Entre outras reivindicações, o partido populista de direita quer a secessão da região de Flandres e um “fim da imigração“. Segundo cálculos do site Politico, a sigla, que em 2014 tinha apenas três representantes no Parlamento belga, deverá conquistar a maioria dos assentos, 26 do total de 150.

Só que essa é apenas a metade da história, e a outra metade muda tudo. Estabelecida há quase 200 anos como Estado federativo “colcha de retalhos”, a Bélgica é um conto de dois países: no sul, a francófona Valônia, no norte, Flandres, cujo idioma é o flamengo, com a região de Bruxelas como uma pequena ilha oficialmente bilíngue.

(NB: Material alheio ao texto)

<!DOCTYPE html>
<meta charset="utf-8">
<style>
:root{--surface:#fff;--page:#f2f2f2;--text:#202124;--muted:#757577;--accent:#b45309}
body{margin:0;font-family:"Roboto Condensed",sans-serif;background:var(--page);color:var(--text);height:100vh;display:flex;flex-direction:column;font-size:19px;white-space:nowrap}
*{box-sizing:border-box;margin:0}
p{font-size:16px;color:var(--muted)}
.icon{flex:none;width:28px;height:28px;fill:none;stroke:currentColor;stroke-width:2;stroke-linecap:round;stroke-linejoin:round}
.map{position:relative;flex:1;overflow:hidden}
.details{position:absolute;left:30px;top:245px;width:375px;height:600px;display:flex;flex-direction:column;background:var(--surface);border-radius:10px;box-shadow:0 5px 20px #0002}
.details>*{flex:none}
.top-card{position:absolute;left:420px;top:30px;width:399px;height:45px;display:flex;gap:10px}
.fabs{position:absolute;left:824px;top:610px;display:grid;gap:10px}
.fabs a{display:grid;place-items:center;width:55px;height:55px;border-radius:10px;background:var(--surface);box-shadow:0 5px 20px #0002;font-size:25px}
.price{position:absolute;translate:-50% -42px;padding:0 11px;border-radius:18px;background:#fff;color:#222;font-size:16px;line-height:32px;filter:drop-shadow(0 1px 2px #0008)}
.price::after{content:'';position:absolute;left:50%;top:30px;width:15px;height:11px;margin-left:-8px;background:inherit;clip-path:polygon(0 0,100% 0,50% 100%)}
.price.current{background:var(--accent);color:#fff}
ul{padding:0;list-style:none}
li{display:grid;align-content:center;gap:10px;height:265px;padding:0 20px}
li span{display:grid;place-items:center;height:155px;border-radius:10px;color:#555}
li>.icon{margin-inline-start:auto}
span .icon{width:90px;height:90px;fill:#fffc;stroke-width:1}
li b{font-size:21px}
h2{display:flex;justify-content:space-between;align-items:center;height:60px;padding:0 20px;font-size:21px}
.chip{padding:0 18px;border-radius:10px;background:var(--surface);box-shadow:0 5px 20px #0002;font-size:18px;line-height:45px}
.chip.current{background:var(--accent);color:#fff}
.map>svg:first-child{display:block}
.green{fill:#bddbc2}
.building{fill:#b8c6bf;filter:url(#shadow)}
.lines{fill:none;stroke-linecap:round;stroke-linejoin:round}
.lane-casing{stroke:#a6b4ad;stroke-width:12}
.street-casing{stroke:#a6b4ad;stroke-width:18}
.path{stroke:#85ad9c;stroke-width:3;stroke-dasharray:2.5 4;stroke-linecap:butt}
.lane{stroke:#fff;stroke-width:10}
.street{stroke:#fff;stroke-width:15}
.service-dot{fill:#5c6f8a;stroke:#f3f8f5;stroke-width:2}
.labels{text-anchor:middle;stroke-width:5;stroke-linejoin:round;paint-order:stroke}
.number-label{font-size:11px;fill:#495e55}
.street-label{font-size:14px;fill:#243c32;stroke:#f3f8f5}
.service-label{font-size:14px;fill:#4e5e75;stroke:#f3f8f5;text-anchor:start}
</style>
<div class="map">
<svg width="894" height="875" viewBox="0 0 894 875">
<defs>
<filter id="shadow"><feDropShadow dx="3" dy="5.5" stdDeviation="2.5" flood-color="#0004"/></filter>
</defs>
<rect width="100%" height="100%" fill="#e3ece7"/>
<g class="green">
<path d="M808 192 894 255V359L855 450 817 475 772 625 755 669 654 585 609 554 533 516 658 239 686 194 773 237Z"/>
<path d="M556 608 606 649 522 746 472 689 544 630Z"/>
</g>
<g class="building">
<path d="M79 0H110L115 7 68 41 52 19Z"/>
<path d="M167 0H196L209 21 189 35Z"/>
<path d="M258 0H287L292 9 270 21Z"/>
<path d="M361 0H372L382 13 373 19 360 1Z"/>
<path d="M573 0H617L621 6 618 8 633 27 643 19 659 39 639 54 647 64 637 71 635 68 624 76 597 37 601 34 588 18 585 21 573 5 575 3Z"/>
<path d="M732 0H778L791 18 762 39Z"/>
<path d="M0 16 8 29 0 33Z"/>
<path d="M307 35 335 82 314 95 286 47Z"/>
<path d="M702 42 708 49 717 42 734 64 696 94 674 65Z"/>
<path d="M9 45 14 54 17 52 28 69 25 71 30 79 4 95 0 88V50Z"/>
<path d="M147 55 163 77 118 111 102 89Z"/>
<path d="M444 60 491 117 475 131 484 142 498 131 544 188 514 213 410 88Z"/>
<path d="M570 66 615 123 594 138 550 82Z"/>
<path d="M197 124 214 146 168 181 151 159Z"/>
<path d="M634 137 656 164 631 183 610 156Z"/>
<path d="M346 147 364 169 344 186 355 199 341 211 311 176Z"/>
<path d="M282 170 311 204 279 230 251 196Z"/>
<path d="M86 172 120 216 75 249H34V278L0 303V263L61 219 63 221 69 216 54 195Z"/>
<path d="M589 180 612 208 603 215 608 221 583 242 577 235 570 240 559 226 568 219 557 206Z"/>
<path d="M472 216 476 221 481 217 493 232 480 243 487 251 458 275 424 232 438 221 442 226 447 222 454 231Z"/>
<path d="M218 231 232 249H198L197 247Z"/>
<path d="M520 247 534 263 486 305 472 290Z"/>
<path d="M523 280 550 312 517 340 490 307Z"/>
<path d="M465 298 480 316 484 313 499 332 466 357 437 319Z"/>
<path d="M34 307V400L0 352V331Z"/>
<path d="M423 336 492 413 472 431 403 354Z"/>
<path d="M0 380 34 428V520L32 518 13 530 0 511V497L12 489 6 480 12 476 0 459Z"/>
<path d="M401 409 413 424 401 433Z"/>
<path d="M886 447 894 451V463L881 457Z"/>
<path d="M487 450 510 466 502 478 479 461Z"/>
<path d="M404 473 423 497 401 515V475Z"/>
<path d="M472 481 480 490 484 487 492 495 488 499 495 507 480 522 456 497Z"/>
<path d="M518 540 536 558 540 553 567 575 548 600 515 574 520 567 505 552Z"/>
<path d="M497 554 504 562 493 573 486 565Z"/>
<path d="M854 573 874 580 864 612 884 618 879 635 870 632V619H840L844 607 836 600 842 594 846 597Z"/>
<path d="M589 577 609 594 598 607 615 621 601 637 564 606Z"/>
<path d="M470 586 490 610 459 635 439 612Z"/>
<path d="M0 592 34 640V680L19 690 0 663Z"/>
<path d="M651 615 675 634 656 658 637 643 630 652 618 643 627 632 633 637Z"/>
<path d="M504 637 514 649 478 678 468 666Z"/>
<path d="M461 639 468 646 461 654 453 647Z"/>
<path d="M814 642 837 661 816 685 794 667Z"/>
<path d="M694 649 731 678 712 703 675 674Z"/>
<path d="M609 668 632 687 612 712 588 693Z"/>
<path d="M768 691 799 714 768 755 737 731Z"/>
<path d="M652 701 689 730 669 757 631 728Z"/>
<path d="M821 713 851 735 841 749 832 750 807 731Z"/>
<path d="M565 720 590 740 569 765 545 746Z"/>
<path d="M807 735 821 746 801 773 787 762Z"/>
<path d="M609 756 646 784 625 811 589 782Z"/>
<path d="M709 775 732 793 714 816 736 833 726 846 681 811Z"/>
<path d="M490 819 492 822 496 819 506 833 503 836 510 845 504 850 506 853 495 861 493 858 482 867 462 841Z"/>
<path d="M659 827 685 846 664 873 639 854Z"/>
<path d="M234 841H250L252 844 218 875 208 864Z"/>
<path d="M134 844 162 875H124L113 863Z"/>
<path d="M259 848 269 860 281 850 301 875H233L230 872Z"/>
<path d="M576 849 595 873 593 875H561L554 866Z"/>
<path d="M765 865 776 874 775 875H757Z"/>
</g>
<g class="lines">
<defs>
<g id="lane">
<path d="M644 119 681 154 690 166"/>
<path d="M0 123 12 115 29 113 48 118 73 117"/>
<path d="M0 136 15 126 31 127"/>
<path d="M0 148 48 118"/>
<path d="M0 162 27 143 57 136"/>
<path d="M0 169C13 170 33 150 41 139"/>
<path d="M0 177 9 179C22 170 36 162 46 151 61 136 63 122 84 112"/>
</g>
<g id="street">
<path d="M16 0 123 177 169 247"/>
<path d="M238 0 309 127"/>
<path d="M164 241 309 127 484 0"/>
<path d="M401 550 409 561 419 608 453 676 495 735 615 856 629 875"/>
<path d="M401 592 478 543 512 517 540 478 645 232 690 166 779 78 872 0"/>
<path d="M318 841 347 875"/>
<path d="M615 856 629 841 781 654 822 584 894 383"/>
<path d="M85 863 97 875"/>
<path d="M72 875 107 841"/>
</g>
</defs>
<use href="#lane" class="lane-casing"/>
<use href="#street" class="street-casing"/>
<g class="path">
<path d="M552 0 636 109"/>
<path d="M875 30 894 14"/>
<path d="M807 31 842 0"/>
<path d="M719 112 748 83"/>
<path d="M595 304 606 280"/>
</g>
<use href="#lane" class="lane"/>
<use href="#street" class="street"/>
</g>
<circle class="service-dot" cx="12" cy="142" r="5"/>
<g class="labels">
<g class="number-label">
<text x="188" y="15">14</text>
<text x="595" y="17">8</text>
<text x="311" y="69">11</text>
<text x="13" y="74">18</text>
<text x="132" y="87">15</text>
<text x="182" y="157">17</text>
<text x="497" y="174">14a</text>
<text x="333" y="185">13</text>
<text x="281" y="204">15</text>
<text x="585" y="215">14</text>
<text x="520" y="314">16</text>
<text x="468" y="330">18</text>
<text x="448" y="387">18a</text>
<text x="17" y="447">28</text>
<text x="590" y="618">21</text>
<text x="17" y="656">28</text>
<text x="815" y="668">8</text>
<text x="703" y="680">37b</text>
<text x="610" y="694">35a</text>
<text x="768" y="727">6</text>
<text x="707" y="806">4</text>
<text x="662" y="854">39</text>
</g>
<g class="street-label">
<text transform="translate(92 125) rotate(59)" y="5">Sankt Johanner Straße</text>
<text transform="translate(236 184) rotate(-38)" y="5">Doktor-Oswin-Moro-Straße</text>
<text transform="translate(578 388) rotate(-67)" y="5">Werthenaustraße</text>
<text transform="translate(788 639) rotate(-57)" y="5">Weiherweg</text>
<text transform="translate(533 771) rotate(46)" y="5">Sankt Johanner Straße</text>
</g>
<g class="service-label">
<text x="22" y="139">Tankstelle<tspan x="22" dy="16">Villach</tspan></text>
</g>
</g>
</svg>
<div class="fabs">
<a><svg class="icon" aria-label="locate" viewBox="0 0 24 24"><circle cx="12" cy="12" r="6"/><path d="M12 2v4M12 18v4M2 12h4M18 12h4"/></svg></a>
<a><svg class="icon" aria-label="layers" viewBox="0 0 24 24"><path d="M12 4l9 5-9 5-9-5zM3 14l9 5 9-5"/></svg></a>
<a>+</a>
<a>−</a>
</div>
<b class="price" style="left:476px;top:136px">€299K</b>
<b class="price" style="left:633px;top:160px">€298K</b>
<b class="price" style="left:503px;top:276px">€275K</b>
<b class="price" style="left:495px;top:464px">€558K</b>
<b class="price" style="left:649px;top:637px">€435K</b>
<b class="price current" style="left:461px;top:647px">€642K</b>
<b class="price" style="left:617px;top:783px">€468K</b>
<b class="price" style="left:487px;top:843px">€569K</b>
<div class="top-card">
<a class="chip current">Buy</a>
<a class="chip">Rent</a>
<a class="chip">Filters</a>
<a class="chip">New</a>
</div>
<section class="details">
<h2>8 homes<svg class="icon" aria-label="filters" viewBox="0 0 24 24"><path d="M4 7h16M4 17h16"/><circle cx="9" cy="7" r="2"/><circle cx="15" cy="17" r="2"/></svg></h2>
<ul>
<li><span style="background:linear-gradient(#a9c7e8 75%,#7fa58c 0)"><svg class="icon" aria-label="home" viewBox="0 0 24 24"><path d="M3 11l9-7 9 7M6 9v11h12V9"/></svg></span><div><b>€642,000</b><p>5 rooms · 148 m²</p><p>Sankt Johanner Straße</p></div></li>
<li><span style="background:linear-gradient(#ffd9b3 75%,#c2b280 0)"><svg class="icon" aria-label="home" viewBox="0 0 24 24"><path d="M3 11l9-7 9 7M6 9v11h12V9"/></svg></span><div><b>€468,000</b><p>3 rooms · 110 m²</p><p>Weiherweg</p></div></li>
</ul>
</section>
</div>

Na emissora pública valona RTBF, quase não se veem políticos radicais de direita exigindo fechamento de fronteiras ou lamentando o ocaso da civilização ocidental, ao vivo na TV. Pois a maioria dos jornalistas aplica o princípio do “cordão sanitário“.

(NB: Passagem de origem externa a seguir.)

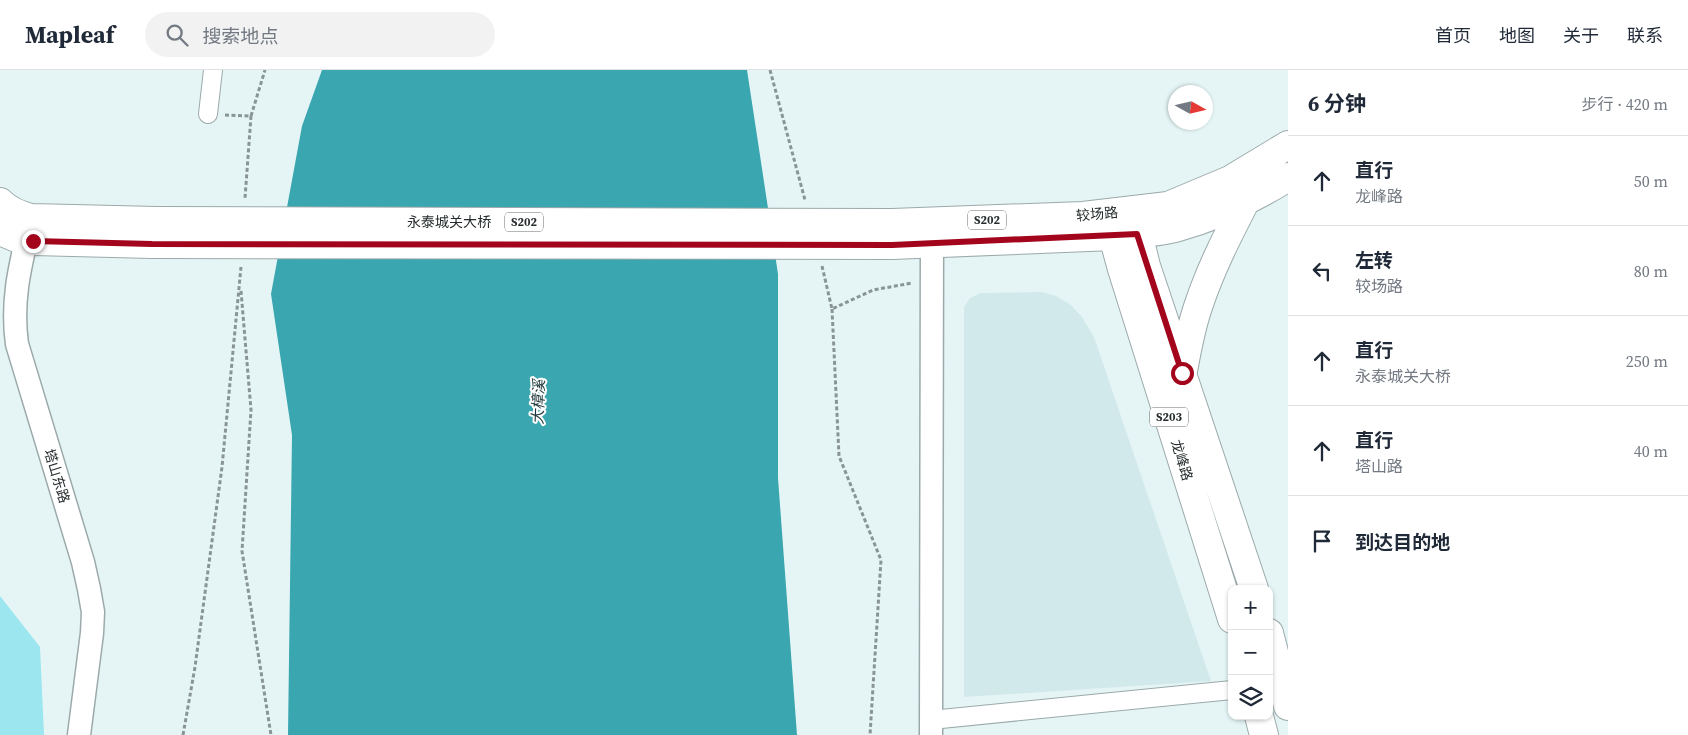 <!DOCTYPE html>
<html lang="zh">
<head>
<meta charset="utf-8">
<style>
	body { margin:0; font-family:"Source Serif 4","Noto Sans SC",serif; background:#f2f2f3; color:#1f2937 }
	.controls { position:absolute; right:15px; bottom:15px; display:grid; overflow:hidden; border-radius:10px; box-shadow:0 1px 4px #0004 }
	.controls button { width:45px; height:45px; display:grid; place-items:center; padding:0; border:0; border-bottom:1px solid #e0e1e3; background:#fff; color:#1f2937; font:25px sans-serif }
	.compass { position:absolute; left:1168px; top:15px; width:45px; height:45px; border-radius:50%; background:#fff; box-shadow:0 1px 4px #0004; rotate:98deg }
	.stop { position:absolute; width:15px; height:15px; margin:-11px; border:4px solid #a3061c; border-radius:50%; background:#fff }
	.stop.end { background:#a3061c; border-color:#fff; box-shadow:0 1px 5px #0008 }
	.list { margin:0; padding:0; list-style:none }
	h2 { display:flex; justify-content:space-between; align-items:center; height:65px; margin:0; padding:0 20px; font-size:21px }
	h2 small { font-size:16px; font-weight:400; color:#747a83 }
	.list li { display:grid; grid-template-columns:32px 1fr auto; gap:15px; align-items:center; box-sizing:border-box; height:90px; padding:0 20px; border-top:1px solid #e0e1e3 }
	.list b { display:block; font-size:19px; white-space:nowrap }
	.list p { margin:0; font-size:16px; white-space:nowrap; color:#747a83 }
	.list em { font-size:16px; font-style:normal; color:#747a83 }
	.icon { flex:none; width:28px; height:28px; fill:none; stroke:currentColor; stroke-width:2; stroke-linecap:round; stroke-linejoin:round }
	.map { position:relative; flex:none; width:1288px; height:665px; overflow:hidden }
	header { display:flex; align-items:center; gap:30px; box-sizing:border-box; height:70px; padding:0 25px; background:#fff; border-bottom:1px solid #e0e1e3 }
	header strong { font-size:24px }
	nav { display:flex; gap:28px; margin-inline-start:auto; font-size:18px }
	.search { width:350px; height:45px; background:#f2f2f3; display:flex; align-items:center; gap:12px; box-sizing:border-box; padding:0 18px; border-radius:28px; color:#747a83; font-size:19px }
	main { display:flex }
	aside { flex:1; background:#fff }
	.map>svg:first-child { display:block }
</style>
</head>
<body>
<header>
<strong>Mapleaf</strong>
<div class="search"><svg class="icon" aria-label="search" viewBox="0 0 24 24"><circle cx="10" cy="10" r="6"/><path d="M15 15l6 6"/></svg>搜索地点</div>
<nav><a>首页</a><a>地图</a><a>关于</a><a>联系</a></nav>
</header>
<main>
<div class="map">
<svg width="1288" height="665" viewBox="0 0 1288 665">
	<rect width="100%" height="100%" fill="#e5f5f6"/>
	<path fill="#d2e9ec" d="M1042,222L1056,226L1071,235L1082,247L1094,267L1211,611L964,627V237L970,228L981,223Z"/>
	<path fill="#9be6ef" d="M0,526L40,577L44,665H0Z"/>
	<path fill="#39a6b0" d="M322,0H747L778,204V408L797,665H288L292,365L271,224L302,56Z"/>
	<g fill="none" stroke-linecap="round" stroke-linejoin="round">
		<g stroke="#9ba9aa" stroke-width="20">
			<path id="minor" d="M208,44L213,0
				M931,650L1232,620"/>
		</g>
		<g stroke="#9ba9aa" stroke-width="25">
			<path id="tertiary" d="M30,154C20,196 11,231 17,274L83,492L89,519L93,542L92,563L79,665
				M931,665L932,158"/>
		</g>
		<g stroke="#9ba9aa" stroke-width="30">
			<path id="primary" d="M0,132C9,141 19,145 31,148L157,151
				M1107,144L1122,199L1232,549
				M1134,147L1146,196L1254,519
				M892,153L1083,146L1168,136L1230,110L1288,75
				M0,161L19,169L33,171L152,174
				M892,175L1113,166C1133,164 1155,163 1175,158C1215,147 1253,129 1288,107
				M1183,301C1187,279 1191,256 1199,234C1211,198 1228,165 1245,132
				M1269,563L1288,636
				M1259,646L1264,665"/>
		</g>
		<path stroke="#899495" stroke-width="3" stroke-dasharray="4 2.5" stroke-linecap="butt" d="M770,0L805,130
			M225,45L251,46L245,128
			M251,46L265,0
			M822,196L832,239L873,220L912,213
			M241,221L251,340L242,481L271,665
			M832,239L839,386L881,490L870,665
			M183,665L195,597L222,397L241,197"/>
		<use href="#minor" stroke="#fff" stroke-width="18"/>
		<use href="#tertiary" stroke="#fff" stroke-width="22"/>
		<use href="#primary" stroke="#fff" stroke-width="28"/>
		<g stroke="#9ba9aa" stroke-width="30" stroke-linecap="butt">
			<path id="primary-bridge" d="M157,151L892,153
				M152,174L892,175"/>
		</g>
		<use href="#primary-bridge" stroke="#fff" stroke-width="28"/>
	</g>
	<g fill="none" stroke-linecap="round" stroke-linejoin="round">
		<path stroke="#a3061c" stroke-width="6" d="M33,171L152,174L892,175L1137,164L1182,303"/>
	</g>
	<g text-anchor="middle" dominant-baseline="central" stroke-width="4" stroke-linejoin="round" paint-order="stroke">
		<g fill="#fff" stroke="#676b6c" stroke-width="1">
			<rect x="968" y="140.5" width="38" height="19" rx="4"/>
			<rect x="505" y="142.5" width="38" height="19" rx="4"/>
			<rect x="1150" y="337.5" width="38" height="19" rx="4"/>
		</g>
		<g font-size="12" font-weight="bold" fill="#262c2d">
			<text x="987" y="150">S202</text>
			<text x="524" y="152">S202</text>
			<text x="1169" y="347">S203</text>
		</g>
		<g font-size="14" fill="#262c2d" stroke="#fff">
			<text transform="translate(1097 144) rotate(-5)">较场路</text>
			<text x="449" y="152">永泰城关大桥</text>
			<text transform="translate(1182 390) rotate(73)">龙峰路</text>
			<text transform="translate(57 406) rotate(73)">塔山东路</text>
		</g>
		<g font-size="15" font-style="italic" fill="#1d3538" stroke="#fff">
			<text transform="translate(538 332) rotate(-88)">大樟溪</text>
		</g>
	</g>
</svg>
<div class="controls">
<button>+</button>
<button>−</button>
<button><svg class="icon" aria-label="layers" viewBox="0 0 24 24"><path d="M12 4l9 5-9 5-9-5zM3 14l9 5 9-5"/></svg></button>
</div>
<svg class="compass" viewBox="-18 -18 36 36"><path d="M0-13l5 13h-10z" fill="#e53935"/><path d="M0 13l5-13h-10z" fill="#747a83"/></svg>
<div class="stop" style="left:1182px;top:303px"></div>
<div class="stop end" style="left:33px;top:171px"></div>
</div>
<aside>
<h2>6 分钟<small>步行 · 420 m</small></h2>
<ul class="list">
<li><svg class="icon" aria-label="ahead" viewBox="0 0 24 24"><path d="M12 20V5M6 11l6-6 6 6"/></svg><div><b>直行</b><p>龙峰路</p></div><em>50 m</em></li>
<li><svg class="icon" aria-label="left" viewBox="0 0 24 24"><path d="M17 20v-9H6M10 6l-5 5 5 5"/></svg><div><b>左转</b><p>较场路</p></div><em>80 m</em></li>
<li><svg class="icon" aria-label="ahead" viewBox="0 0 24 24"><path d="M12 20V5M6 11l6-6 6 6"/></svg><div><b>直行</b><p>永泰城关大桥</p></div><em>250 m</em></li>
<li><svg class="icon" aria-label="ahead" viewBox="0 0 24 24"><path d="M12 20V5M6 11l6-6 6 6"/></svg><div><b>直行</b><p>塔山路</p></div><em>40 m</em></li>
<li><svg class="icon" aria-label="arrive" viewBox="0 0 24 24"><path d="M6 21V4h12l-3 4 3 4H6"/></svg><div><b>到达目的地</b></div></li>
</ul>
</aside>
</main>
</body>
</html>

“A regra é que não se deve dar voz direita à extrema direita, acesso direto ao vivo à mídia”, explica a jornalista Maria Udrescu, do diário belga La Libre. “A gente pode citar políticos ultradireitistas, por exemplo, mas sempre situando num contexto.”

Outro motivo da ausência de extremistas na RTBF é a escassez de grandes protagonistas da direita na região. Mas será que não há extrema direita forte na Valônia porque se aplica o cordão sanitário, ou é tão fácil sustentar a medida por não haver uma direita radical de peso na região? Para Udrescu, é como perguntar: quem veio primeiro, o ovo ou a galinha?

“Cordão sanitário” com dois pesos e duas medidas?

Para Benjamin Biard, do Centro de Pesquisa e Informação Sociopolítica (Crisp), na Bélgica, esse boicote midiático parcial é um fator importante para a ausência de uma extrema direita forte na Valônia: “Reduz a visibilidade. Muita gente simplesmente não sabe sobre os partidos. Porque eles certamente existem, tentando apresentar candidatos e concorrer à eleição.”

Mas essa certamente não é toda a história: as pesquisas de opinião mostram que muitos valões aparentemente sustentam pontos de vista semelhantes aos do eleitorado ultradireitista de Flandres, França ou Alemanha. Muitos acham, por exemplo, que “imigração agrava os problemas de segurança ou insegurança, empobrece a vida econômica e cultural do país”, especifica Biard.

A Valônia já foi o coração industrial da Bélgica, mas há bastante tempo está em declínio, comparada com a populosa e próspera Flandres. Teoricamente, ela deveria ser solo fértil para nacionalismo. Porém trata-se de “uma questão de oferta eleitoral”, segundo Biard.

As legendas ultradireitistas emergentes são assediadas por divisões internas, falta de líderes carismáticos e por um movimento antifascista regional muito bem organizado, pronto a rapidamente protestar e interferir em toda aglomeração da direita.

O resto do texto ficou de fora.